Dataset entries

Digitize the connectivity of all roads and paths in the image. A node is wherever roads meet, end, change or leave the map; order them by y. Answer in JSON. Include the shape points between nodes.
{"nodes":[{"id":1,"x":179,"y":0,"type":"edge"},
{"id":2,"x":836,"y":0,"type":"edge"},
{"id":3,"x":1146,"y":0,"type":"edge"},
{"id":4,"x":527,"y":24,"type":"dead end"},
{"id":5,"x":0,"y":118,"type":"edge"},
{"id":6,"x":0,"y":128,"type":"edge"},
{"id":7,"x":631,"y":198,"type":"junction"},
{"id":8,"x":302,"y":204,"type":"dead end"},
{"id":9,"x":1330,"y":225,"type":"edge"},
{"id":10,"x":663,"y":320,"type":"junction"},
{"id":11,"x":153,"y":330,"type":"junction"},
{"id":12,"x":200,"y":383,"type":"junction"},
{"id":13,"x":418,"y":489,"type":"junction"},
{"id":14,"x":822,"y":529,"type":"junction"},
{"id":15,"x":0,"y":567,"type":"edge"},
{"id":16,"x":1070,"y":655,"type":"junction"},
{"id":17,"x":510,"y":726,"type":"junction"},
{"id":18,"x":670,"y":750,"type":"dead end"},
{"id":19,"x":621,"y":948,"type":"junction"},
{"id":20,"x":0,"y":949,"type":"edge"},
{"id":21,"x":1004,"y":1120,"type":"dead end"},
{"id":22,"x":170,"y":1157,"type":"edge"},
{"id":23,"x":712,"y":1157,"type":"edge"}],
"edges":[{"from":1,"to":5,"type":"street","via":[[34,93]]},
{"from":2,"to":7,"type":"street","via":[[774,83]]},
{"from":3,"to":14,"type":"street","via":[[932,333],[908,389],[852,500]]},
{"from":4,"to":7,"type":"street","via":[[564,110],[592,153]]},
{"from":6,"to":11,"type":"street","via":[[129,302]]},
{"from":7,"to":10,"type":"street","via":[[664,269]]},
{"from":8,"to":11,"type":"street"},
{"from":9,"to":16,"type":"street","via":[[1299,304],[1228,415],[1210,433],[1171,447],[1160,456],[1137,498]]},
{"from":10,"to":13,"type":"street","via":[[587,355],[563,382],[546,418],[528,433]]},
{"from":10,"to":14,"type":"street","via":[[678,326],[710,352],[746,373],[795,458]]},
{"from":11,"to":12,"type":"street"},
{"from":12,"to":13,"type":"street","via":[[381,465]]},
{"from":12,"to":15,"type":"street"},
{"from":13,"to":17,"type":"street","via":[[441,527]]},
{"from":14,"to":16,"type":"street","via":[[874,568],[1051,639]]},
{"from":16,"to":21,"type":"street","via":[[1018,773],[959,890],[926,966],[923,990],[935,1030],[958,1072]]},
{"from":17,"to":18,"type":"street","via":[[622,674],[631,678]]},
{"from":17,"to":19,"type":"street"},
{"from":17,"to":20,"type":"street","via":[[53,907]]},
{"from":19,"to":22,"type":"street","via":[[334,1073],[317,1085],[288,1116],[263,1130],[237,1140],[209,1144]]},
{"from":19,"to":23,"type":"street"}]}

Problem to solve
With nothing added or left out, print the data again.

The answer
Digitize the connectivity of all roads and paths in the image. A node is wherever roads meet, end, change or leave the map; order them by y. Answer in JSON. Include the shape points between nodes.
{"nodes":[{"id":1,"x":179,"y":0,"type":"edge"},
{"id":2,"x":836,"y":0,"type":"edge"},
{"id":3,"x":1146,"y":0,"type":"edge"},
{"id":4,"x":527,"y":24,"type":"dead end"},
{"id":5,"x":0,"y":118,"type":"edge"},
{"id":6,"x":0,"y":128,"type":"edge"},
{"id":7,"x":631,"y":198,"type":"junction"},
{"id":8,"x":302,"y":204,"type":"dead end"},
{"id":9,"x":1330,"y":225,"type":"edge"},
{"id":10,"x":663,"y":320,"type":"junction"},
{"id":11,"x":153,"y":330,"type":"junction"},
{"id":12,"x":200,"y":383,"type":"junction"},
{"id":13,"x":418,"y":489,"type":"junction"},
{"id":14,"x":822,"y":529,"type":"junction"},
{"id":15,"x":0,"y":567,"type":"edge"},
{"id":16,"x":1070,"y":655,"type":"junction"},
{"id":17,"x":510,"y":726,"type":"junction"},
{"id":18,"x":670,"y":750,"type":"dead end"},
{"id":19,"x":621,"y":948,"type":"junction"},
{"id":20,"x":0,"y":949,"type":"edge"},
{"id":21,"x":1004,"y":1120,"type":"dead end"},
{"id":22,"x":170,"y":1157,"type":"edge"},
{"id":23,"x":712,"y":1157,"type":"edge"}],
"edges":[{"from":1,"to":5,"type":"street","via":[[34,93]]},
{"from":2,"to":7,"type":"street","via":[[774,83]]},
{"from":3,"to":14,"type":"street","via":[[932,333],[908,389],[852,500]]},
{"from":4,"to":7,"type":"street","via":[[564,110],[592,153]]},
{"from":6,"to":11,"type":"street","via":[[129,302]]},
{"from":7,"to":10,"type":"street","via":[[664,269]]},
{"from":8,"to":11,"type":"street"},
{"from":9,"to":16,"type":"street","via":[[1299,304],[1228,415],[1210,433],[1171,447],[1160,456],[1137,498]]},
{"from":10,"to":13,"type":"street","via":[[587,355],[563,382],[546,418],[528,433]]},
{"from":10,"to":14,"type":"street","via":[[678,326],[710,352],[746,373],[795,458]]},
{"from":11,"to":12,"type":"street"},
{"from":12,"to":13,"type":"street","via":[[381,465]]},
{"from":12,"to":15,"type":"street"},
{"from":13,"to":17,"type":"street","via":[[441,527]]},
{"from":14,"to":16,"type":"street","via":[[874,568],[1051,639]]},
{"from":16,"to":21,"type":"street","via":[[1018,773],[959,890],[926,966],[923,990],[935,1030],[958,1072]]},
{"from":17,"to":18,"type":"street","via":[[622,674],[631,678]]},
{"from":17,"to":19,"type":"street"},
{"from":17,"to":20,"type":"street","via":[[53,907]]},
{"from":19,"to":22,"type":"street","via":[[334,1073],[317,1085],[288,1116],[263,1130],[237,1140],[209,1144]]},
{"from":19,"to":23,"type":"street"}]}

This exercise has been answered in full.